Consultant: Cleveland airport’s loss is Youngstown’s gain
Consultant: Cleveland airport’s loss is Youngstown’s gain
VIENNA
An aviation consultant to the Youngstown Warren Regional Airport, who predicted more than three years ago that Hopkins International Airport in Cleveland might lose its hub status, said Monday Cleveland’s loss could be the Mahoning Valley’s gain.
“When you hear news about the Cleveland hub closure, although it’s not good for the city of Cleveland — losing an airline hub has a lot of negative connotations — it creates opportunities for the Mahoning Valley that we didn’t have before,” said Tom Reich, president of Air Service Partners of Alexandria, Va.
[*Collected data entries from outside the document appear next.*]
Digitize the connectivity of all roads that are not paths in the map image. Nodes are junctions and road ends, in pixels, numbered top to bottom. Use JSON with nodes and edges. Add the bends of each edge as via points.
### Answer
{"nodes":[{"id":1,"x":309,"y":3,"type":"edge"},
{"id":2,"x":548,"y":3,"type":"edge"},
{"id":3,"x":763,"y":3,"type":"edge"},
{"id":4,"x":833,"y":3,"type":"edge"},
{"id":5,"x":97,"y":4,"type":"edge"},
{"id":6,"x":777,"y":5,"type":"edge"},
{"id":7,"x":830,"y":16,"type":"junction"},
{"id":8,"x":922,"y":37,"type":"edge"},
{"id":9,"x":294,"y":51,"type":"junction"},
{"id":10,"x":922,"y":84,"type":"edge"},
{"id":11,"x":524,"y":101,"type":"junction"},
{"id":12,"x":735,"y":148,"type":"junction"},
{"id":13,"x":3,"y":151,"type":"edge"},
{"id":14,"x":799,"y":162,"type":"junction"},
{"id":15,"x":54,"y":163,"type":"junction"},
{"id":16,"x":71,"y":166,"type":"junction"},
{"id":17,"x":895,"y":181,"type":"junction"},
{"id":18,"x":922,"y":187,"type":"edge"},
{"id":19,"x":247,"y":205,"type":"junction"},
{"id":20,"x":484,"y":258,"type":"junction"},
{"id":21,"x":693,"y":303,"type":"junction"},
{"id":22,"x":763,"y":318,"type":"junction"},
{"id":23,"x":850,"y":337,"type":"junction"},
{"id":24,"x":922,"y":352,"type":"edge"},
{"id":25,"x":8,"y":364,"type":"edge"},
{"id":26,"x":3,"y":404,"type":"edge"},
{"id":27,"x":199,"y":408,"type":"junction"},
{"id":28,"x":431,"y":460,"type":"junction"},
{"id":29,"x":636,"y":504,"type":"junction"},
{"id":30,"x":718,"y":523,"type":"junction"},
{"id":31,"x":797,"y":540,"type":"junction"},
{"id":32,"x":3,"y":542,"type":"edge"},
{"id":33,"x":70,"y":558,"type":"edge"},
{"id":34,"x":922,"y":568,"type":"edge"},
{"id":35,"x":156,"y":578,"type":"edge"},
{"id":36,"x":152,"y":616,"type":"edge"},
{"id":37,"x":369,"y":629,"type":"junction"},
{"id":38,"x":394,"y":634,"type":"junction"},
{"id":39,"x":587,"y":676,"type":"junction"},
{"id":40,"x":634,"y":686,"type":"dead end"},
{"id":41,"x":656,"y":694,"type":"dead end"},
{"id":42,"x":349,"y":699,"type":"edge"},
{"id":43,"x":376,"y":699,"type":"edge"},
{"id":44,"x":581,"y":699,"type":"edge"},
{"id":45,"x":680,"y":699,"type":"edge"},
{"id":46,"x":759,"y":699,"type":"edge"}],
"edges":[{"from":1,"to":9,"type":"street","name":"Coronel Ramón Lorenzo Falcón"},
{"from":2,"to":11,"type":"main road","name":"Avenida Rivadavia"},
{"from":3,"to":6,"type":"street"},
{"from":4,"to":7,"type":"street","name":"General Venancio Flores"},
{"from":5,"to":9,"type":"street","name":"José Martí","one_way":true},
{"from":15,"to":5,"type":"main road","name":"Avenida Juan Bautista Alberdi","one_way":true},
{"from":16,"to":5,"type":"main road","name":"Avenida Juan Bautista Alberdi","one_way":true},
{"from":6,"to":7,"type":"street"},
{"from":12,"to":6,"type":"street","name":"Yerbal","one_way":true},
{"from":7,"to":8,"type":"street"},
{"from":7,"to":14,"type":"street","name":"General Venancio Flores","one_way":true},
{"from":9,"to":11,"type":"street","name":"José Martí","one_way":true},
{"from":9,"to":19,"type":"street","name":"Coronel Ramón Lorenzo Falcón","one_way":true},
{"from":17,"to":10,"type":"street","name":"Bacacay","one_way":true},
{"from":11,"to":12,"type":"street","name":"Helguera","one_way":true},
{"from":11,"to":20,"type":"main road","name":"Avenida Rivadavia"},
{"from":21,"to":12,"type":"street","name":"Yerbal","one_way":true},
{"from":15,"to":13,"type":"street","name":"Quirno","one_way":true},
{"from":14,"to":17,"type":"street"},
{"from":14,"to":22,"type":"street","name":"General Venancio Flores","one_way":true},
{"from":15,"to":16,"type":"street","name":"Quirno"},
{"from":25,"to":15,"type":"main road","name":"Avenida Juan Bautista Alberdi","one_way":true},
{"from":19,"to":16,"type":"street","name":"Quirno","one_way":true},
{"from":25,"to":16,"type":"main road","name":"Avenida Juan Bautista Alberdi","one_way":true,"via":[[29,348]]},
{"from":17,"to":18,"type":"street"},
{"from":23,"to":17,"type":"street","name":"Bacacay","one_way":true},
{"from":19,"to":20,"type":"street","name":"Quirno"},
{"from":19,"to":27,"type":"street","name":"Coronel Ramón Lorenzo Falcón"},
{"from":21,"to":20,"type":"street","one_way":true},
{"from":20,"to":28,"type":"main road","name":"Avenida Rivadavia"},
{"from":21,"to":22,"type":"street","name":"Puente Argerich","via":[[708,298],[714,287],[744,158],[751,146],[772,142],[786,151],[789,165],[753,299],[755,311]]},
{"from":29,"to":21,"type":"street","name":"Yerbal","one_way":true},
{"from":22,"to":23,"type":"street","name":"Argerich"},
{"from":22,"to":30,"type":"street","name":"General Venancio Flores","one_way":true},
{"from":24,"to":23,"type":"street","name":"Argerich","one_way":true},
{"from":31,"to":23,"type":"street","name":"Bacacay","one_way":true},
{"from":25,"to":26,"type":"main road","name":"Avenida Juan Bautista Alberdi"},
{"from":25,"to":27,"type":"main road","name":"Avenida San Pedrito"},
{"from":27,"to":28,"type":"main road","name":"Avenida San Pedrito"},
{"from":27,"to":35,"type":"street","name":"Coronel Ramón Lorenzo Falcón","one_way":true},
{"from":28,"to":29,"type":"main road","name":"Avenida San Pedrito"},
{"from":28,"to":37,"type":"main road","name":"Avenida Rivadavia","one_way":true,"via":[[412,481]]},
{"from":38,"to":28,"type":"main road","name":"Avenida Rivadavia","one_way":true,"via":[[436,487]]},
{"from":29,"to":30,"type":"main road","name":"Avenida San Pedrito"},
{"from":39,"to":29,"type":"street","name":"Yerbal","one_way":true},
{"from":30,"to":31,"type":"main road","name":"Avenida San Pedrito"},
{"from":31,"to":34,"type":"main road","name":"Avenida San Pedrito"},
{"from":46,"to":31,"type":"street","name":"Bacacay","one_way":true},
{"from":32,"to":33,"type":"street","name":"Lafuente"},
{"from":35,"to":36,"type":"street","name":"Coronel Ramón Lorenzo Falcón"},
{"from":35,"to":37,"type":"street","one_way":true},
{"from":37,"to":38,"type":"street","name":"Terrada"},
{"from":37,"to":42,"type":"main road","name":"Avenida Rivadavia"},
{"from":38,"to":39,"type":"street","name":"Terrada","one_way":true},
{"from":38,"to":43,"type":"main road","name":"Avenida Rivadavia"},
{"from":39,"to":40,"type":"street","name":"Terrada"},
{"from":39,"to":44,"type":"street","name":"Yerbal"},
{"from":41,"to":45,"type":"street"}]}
United Airlines announced last week that Cleveland would no longer be a hub airport, meaning United would no longer use the airport to connect passengers to airports around the world and would reduce its flights from 199 to 72 by June.
Reich said airlines have shown a “wait-and-see attitude” as to whether to start daily air service at the Youngstown-Warren Regional Airport, but that is changing now that the Cleveland announcement has occurred.
He said the loss of the Cleveland hub takes away one of the biggest arguments the airlines have made in the past for why they wouldn’t give Youngstown-Warren daily flights to a hub airport in Detroit, Washington, D.C. or Chicago.
“Now we can say people in the Mahoning Valley are going to be less likely to drive to Cleveland six months from now than they are today,” Reich said.
“As we continue to have conversations with these carriers, we’re hoping that in the next six months to a year, we have an announcement to make and that the Small Communities Air Service grant that the airport was awarded will be used to support that daily air service.”
The grant of $780,000 came from the Federal Aviation Administration to provide part of a $1.2 million revenue guarantee airport officials think would get an airline to start daily air service. The money would be used to ensure that the airline didn’t lose money during the start-up phase.